On 12/2/20 11:23 AM, Cristian Marussi wrote:
 > On Wed, Dec 02, 2020 at 10:05:05AM +0200, Nikolai Kondrashov via groups.io wrote:
 >> On 11/5/20 8:46 PM, Cristian Marussi wrote:
 >>> after past month few experiments on ARM KCIDB submissions against your
 >>> KCIDB staging instance , I was dragged a bit away from this by other stuff
 >>> before effectively deploying some real automation on our side to push our
 >>> daily results to KCIDB...now I'm back at it and I'll keep on testing
 >>> some automation on our side for a bit against your KCIDB staging instance
 >>> before asking you to move to production eventually.
 >>
 >> I see your data has been steadily trickling into our playground database and
 >> it looks quite good. Would you like to move to the production instance?
 >>
 >> I can review your data for you, we can fix the remaining issues if we find
 >> them, and I can give you the permissions to push to production. Then you will
 >> only need to change the topic you push to from "playground_kernelci_new" to
 >> "kernelci_new".
 >
 > In fact I left one staging instance on our side to push data on your
 > staging instance to verify remaining issues on our side *and there are a
 > couple of minor ones I spotted that I'd like to fix indeed);

Sure, it's up to you when you decide to switch. However, if you'd like, list
your issues here, and I would be able to tell you if those are important from
KCIDB POV.

Looking at your data, I can only find one serious issue: the test run ("test")
IDs are not unique. E.g. there are 1460 objects with ID "arm:LTP:11" which
use 643 distinct build_id's among them.

The test run IDs should correspond to a single execution of a test. Otherwise
we won't be able to tell them apart. You can send multiple reports containing
test runs ("tests") with the same ID, but that would still mean the same
execution, only repeating the same data, or adding more.
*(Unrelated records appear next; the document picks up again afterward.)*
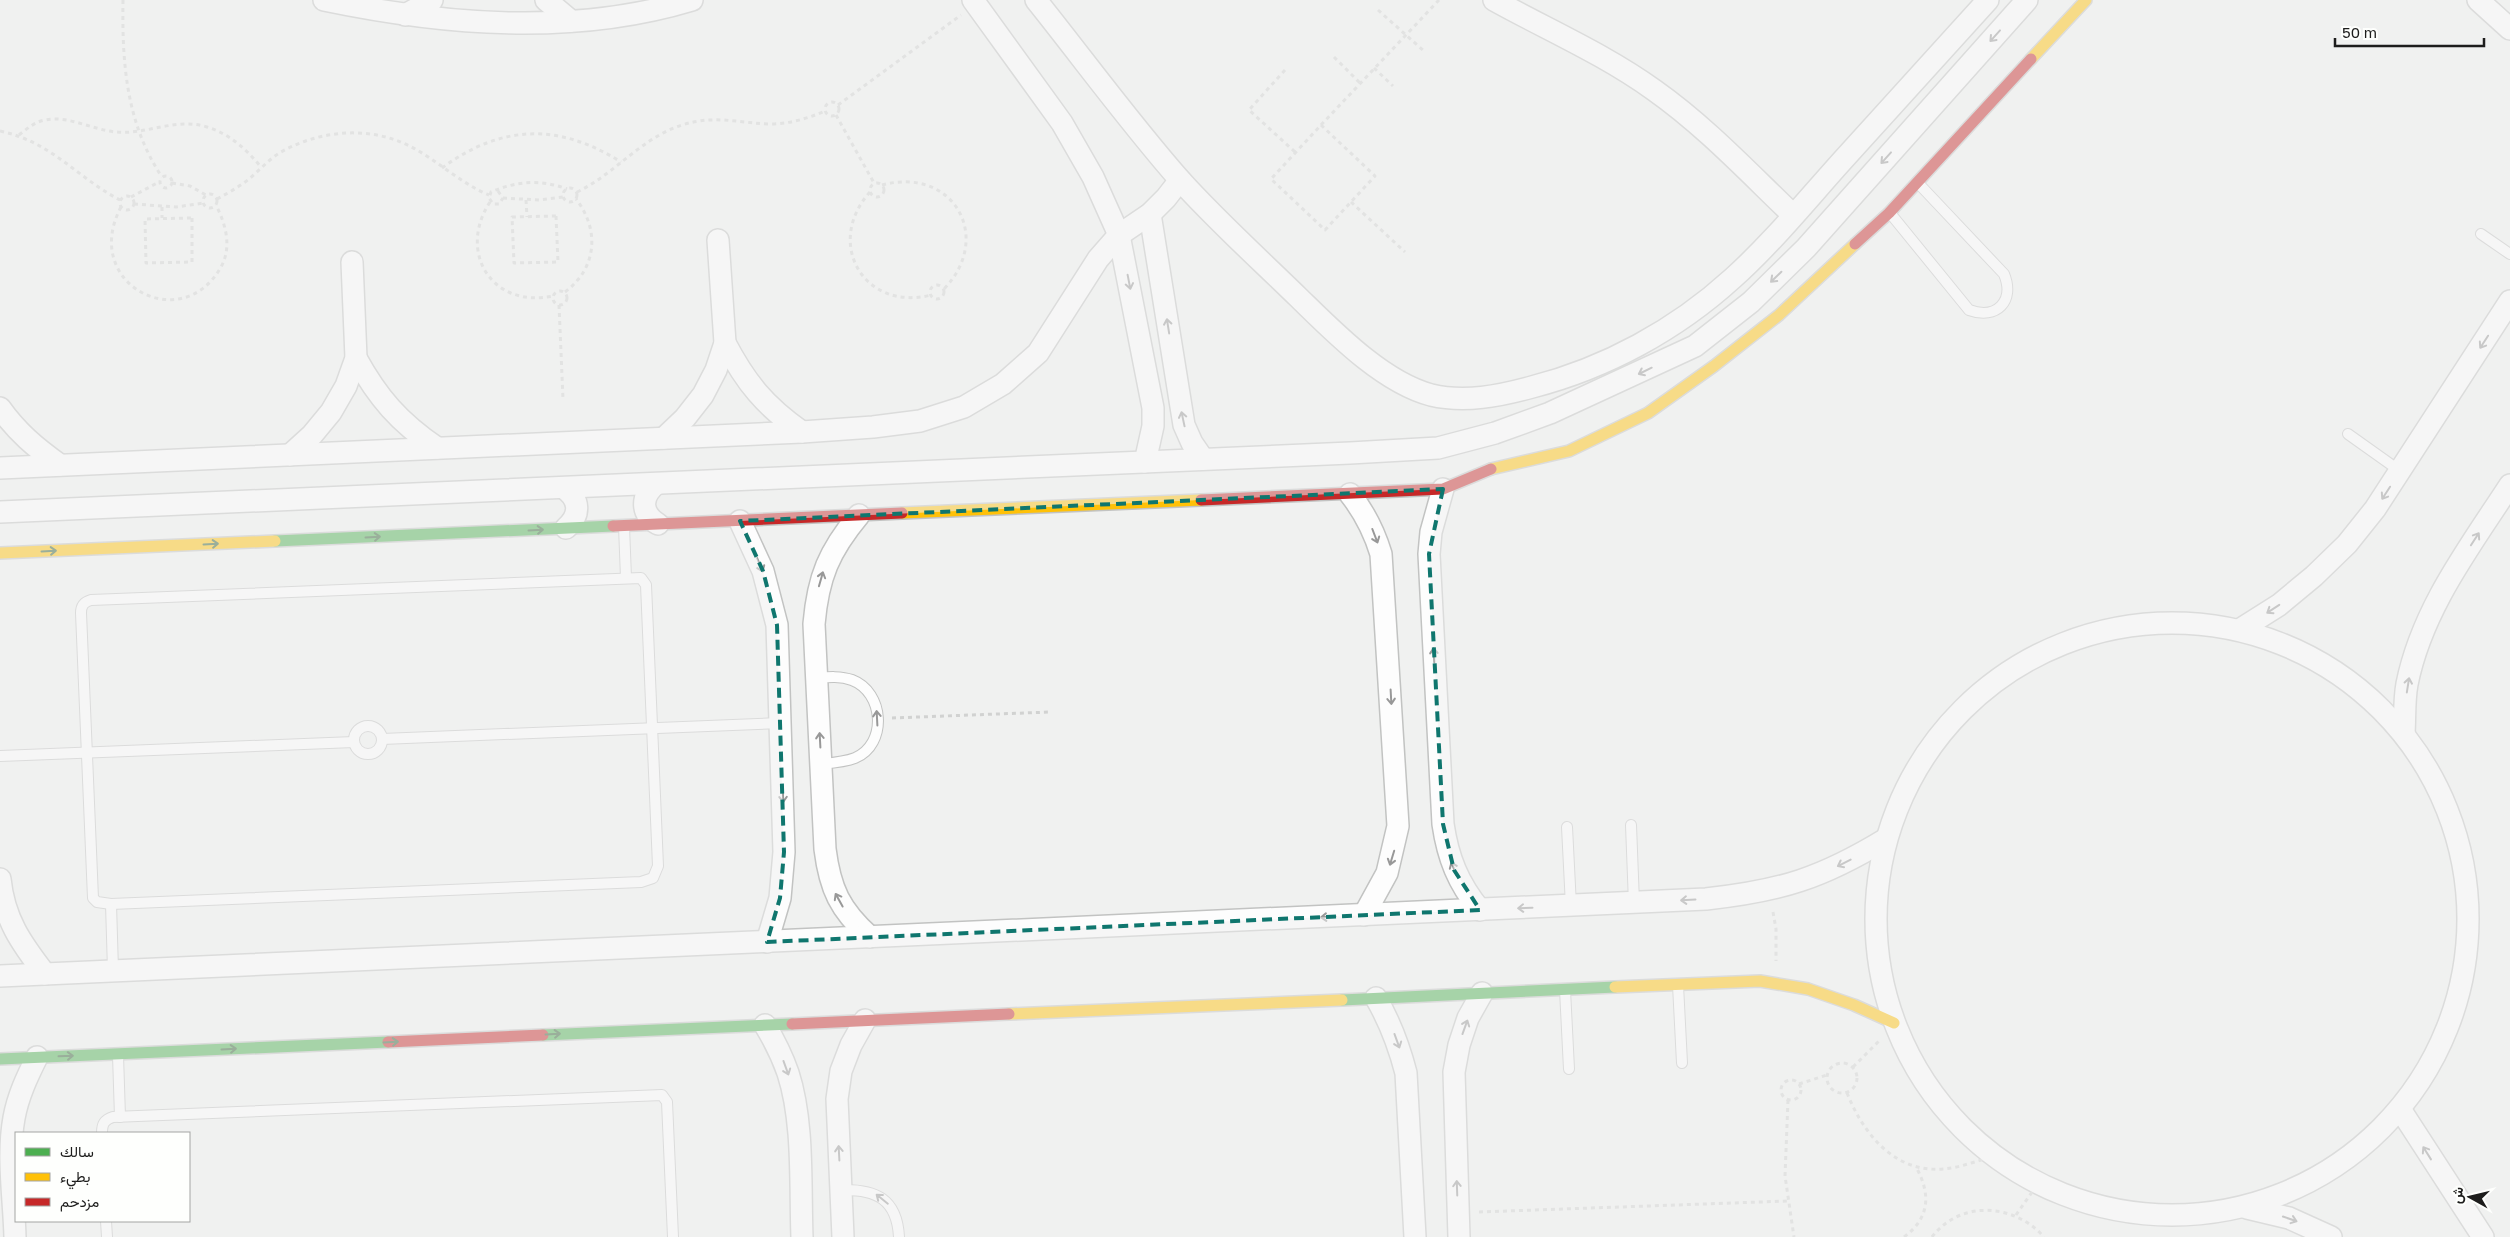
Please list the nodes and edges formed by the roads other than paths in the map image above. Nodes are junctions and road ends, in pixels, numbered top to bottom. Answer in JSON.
{"nodes":[{"id":1,"x":324,"y":0,"type":"edge"},
{"id":2,"x":432,"y":0,"type":"edge"},
{"id":3,"x":546,"y":0,"type":"edge"},
{"id":4,"x":692,"y":0,"type":"edge"},
{"id":5,"x":1036,"y":0,"type":"edge"},
{"id":6,"x":1494,"y":0,"type":"edge"},
{"id":7,"x":1988,"y":0,"type":"edge"},
{"id":8,"x":2027,"y":0,"type":"edge"},
{"id":9,"x":2086,"y":0,"type":"edge"},
{"id":10,"x":2478,"y":0,"type":"edge"},
{"id":11,"x":974,"y":2,"type":"edge"},
{"id":12,"x":405,"y":15,"type":"junction"},
{"id":13,"x":571,"y":21,"type":"junction"},
{"id":14,"x":2510,"y":29,"type":"edge"},
{"id":15,"x":1180,"y":180,"type":"junction"},
{"id":16,"x":1918,"y":183,"type":"junction"},
{"id":17,"x":1889,"y":213,"type":"junction"},
{"id":18,"x":1150,"y":214,"type":"junction"},
{"id":19,"x":1793,"y":215,"type":"junction"},
{"id":20,"x":2480,"y":234,"type":"dead end"},
{"id":21,"x":1119,"y":235,"type":"junction"},
{"id":22,"x":718,"y":240,"type":"dead end"},
{"id":23,"x":2510,"y":254,"type":"edge"},
{"id":24,"x":352,"y":262,"type":"dead end"},
{"id":25,"x":2510,"y":301,"type":"edge"},
{"id":26,"x":725,"y":343,"type":"junction"},
{"id":27,"x":356,"y":358,"type":"junction"},
{"id":28,"x":0,"y":408,"type":"edge"},
{"id":29,"x":802,"y":432,"type":"junction"},
{"id":30,"x":2348,"y":434,"type":"dead end"},
{"id":31,"x":664,"y":438,"type":"junction"},
{"id":32,"x":437,"y":448,"type":"junction"},
{"id":33,"x":290,"y":455,"type":"junction"},
{"id":34,"x":1204,"y":459,"type":"junction"},
{"id":35,"x":1145,"y":462,"type":"junction"},
{"id":36,"x":60,"y":465,"type":"junction"},
{"id":37,"x":0,"y":468,"type":"edge"},
{"id":38,"x":2400,"y":471,"type":"junction"},
{"id":39,"x":656,"y":484,"type":"junction"},
{"id":40,"x":2510,"y":485,"type":"edge"},
{"id":41,"x":564,"y":488,"type":"junction"},
{"id":42,"x":1443,"y":489,"type":"junction"},
{"id":43,"x":1350,"y":494,"type":"junction"},
{"id":44,"x":0,"y":512,"type":"edge"},
{"id":45,"x":859,"y":516,"type":"junction"},
{"id":46,"x":740,"y":521,"type":"junction"},
{"id":47,"x":658,"y":524,"type":"junction"},
{"id":48,"x":624,"y":526,"type":"junction"},
{"id":49,"x":566,"y":528,"type":"junction"},
{"id":50,"x":1,"y":558,"type":"edge"},
{"id":51,"x":626,"y":578,"type":"junction"},
{"id":52,"x":2241,"y":630,"type":"junction"},
{"id":53,"x":817,"y":678,"type":"junction"},
{"id":54,"x":780,"y":723,"type":"junction"},
{"id":55,"x":652,"y":728,"type":"junction"},
{"id":56,"x":2404,"y":734,"type":"junction"},
{"id":57,"x":382,"y":739,"type":"junction"},
{"id":58,"x":354,"y":742,"type":"junction"},
{"id":59,"x":86,"y":753,"type":"junction"},
{"id":60,"x":0,"y":756,"type":"edge"},
{"id":61,"x":821,"y":764,"type":"junction"},
{"id":62,"x":1631,"y":825,"type":"dead end"},
{"id":63,"x":1567,"y":827,"type":"dead end"},
{"id":64,"x":1886,"y":839,"type":"junction"},
{"id":65,"x":0,"y":879,"type":"edge"},
{"id":66,"x":1634,"y":903,"type":"junction"},
{"id":67,"x":111,"y":904,"type":"junction"},
{"id":68,"x":1571,"y":906,"type":"junction"},
{"id":69,"x":1480,"y":910,"type":"junction"},
{"id":70,"x":1364,"y":915,"type":"junction"},
{"id":71,"x":870,"y":937,"type":"junction"},
{"id":72,"x":767,"y":942,"type":"junction"},
{"id":73,"x":113,"y":970,"type":"junction"},
{"id":74,"x":45,"y":974,"type":"junction"},
{"id":75,"x":0,"y":976,"type":"edge"},
{"id":76,"x":1678,"y":984,"type":"junction"},
{"id":77,"x":1565,"y":989,"type":"junction"},
{"id":78,"x":1482,"y":993,"type":"junction"},
{"id":79,"x":1376,"y":998,"type":"junction"},
{"id":80,"x":865,"y":1020,"type":"junction"},
{"id":81,"x":1894,"y":1024,"type":"junction"},
{"id":82,"x":765,"y":1025,"type":"junction"},
{"id":83,"x":118,"y":1054,"type":"junction"},
{"id":84,"x":37,"y":1057,"type":"junction"},
{"id":85,"x":0,"y":1059,"type":"edge"},
{"id":86,"x":1682,"y":1063,"type":"dead end"},
{"id":87,"x":1569,"y":1069,"type":"dead end"},
{"id":88,"x":2400,"y":1109,"type":"junction"},
{"id":89,"x":120,"y":1117,"type":"junction"},
{"id":90,"x":102,"y":1132,"type":"edge"},
{"id":91,"x":841,"y":1190,"type":"junction"},
{"id":92,"x":2247,"y":1208,"type":"junction"},
{"id":93,"x":106,"y":1222,"type":"edge"},
{"id":94,"x":15,"y":1237,"type":"edge"},
{"id":95,"x":107,"y":1237,"type":"edge"},
{"id":96,"x":673,"y":1237,"type":"edge"},
{"id":97,"x":802,"y":1237,"type":"edge"},
{"id":98,"x":843,"y":1237,"type":"edge"},
{"id":99,"x":899,"y":1237,"type":"edge"},
{"id":100,"x":1414,"y":1237,"type":"edge"},
{"id":101,"x":1459,"y":1237,"type":"edge"},
{"id":102,"x":2331,"y":1237,"type":"edge"},
{"id":103,"x":2483,"y":1237,"type":"edge"}],
"edges":[{"from":1,"to":12,"type":"street"},
{"from":2,"to":12,"type":"street"},
{"from":3,"to":13,"type":"street"},
{"from":4,"to":13,"type":"street"},
{"from":5,"to":15,"type":"street"},
{"from":6,"to":19,"type":"street"},
{"from":7,"to":19,"type":"street"},
{"from":8,"to":34,"type":"street","one_way":true},
{"from":9,"to":16,"type":"street"},
{"from":10,"to":14,"type":"street"},
{"from":11,"to":21,"type":"street"},
{"from":12,"to":13,"type":"street"},
{"from":15,"to":18,"type":"street"},
{"from":15,"to":19,"type":"street"},
{"from":16,"to":17,"type":"street"},
{"from":16,"to":17,"type":"lane"},
{"from":17,"to":42,"type":"street"},
{"from":18,"to":21,"type":"street"},
{"from":34,"to":18,"type":"street","one_way":true},
{"from":20,"to":23,"type":"lane"},
{"from":21,"to":29,"type":"street"},
{"from":21,"to":35,"type":"street","one_way":true},
{"from":22,"to":26,"type":"street"},
{"from":24,"to":27,"type":"street"},
{"from":25,"to":38,"type":"street","one_way":true},
{"from":26,"to":29,"type":"street"},
{"from":26,"to":31,"type":"street"},
{"from":27,"to":32,"type":"street"},
{"from":27,"to":33,"type":"street"},
{"from":28,"to":36,"type":"street"},
{"from":29,"to":31,"type":"street"},
{"from":30,"to":38,"type":"lane"},
{"from":31,"to":32,"type":"street"},
{"from":32,"to":33,"type":"street"},
{"from":33,"to":36,"type":"street"},
{"from":34,"to":35,"type":"street"},
{"from":35,"to":39,"type":"street"},
{"from":36,"to":37,"type":"street"},
{"from":38,"to":52,"type":"street","one_way":true},
{"from":39,"to":41,"type":"street"},
{"from":39,"to":47,"type":"street"},
{"from":56,"to":40,"type":"street","one_way":true},
{"from":41,"to":44,"type":"street"},
{"from":41,"to":49,"type":"street"},
{"from":42,"to":43,"type":"street"},
{"from":69,"to":42,"type":"street","one_way":true},
{"from":43,"to":45,"type":"street"},
{"from":43,"to":70,"type":"street","one_way":true},
{"from":45,"to":46,"type":"street"},
{"from":53,"to":45,"type":"street","one_way":true},
{"from":46,"to":47,"type":"street"},
{"from":46,"to":54,"type":"street","one_way":true},
{"from":47,"to":48,"type":"street"},
{"from":48,"to":49,"type":"street"},
{"from":48,"to":51,"type":"lane"},
{"from":50,"to":49,"type":"street","one_way":true},
{"from":51,"to":55,"type":"lane"},
{"from":51,"to":59,"type":"lane"},
{"from":52,"to":56,"type":"street"},
{"from":52,"to":64,"type":"street"},
{"from":61,"to":53,"type":"street","one_way":true},
{"from":61,"to":53,"type":"lane","one_way":true},
{"from":54,"to":55,"type":"lane"},
{"from":54,"to":72,"type":"street","one_way":true},
{"from":55,"to":57,"type":"lane"},
{"from":55,"to":67,"type":"lane"},
{"from":56,"to":88,"type":"street"},
{"from":57,"to":58,"type":"lane"},
{"from":57,"to":58,"type":"lane"},
{"from":58,"to":59,"type":"lane"},
{"from":59,"to":60,"type":"lane"},
{"from":59,"to":67,"type":"lane"},
{"from":71,"to":61,"type":"street","one_way":true},
{"from":62,"to":66,"type":"lane"},
{"from":63,"to":68,"type":"lane"},
{"from":64,"to":66,"type":"street","one_way":true},
{"from":64,"to":81,"type":"street"},
{"from":65,"to":74,"type":"street"},
{"from":66,"to":68,"type":"street"},
{"from":67,"to":73,"type":"lane"},
{"from":68,"to":69,"type":"street","one_way":true},
{"from":69,"to":70,"type":"street"},
{"from":70,"to":71,"type":"street","one_way":true},
{"from":71,"to":72,"type":"street"},
{"from":72,"to":73,"type":"street"},
{"from":73,"to":74,"type":"street"},
{"from":74,"to":75,"type":"street"},
{"from":76,"to":77,"type":"street"},
{"from":76,"to":81,"type":"street"},
{"from":76,"to":86,"type":"lane"},
{"from":77,"to":78,"type":"street"},
{"from":77,"to":87,"type":"lane"},
{"from":78,"to":79,"type":"street"},
{"from":101,"to":78,"type":"street","one_way":true},
{"from":79,"to":80,"type":"street"},
{"from":79,"to":100,"type":"street","one_way":true},
{"from":80,"to":82,"type":"street"},
{"from":91,"to":80,"type":"street","one_way":true},
{"from":81,"to":92,"type":"street"},
{"from":83,"to":82,"type":"street","one_way":true},
{"from":82,"to":97,"type":"street","one_way":true},
{"from":84,"to":83,"type":"street","one_way":true},
{"from":83,"to":89,"type":"lane"},
{"from":84,"to":85,"type":"street"},
{"from":84,"to":94,"type":"street"},
{"from":88,"to":92,"type":"street"},
{"from":103,"to":88,"type":"street","one_way":true},
{"from":89,"to":90,"type":"lane"},
{"from":89,"to":96,"type":"lane"},
{"from":91,"to":98,"type":"street"},
{"from":99,"to":91,"type":"lane","one_way":true},
{"from":92,"to":102,"type":"street","one_way":true},
{"from":93,"to":95,"type":"lane"}]}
A little more explanation:
https://github.com/kernelci/kcidb/blob/master/SUBMISSION_HOWTO.md#submitting-objects-multiple-times

 From POV of KCIDB, what you're sending now is overwriting the same test runs
over and over, and we can't really tell which one of those objects is the
final version.

Aside from that, you might want to add `"valid": true` to your "revision"
objects to indicate they're alright. You never seem to send patched revisions,
so it should always be true for you. Then instead of the blank "Status" field:

     https://staging.kernelci.org:3000/d/revision/revision?orgId=1&var-dataset=playground_kernelci04&var-id=f0d5c8f71bbb1aa1e98cb1a89adb9d57c04ede3d

you would get a nice green check mark, like this:

     https://staging.kernelci.org:3000/d/revision/revision?orgId=1&var-dataset=kernelci04&var-id=8af5fe40bd59d8aa26dd76d9971435177aacbfce

Finally, at this stage we really need a breadth of data coming from
different CI system, rather than its depth or precision, so we can understand
the problem at hand better and faster. It would do us no good to concentrate
on just a few, and solidify the design around them. That would make it more
difficult for others to join.

You can refine and add more data afterwards.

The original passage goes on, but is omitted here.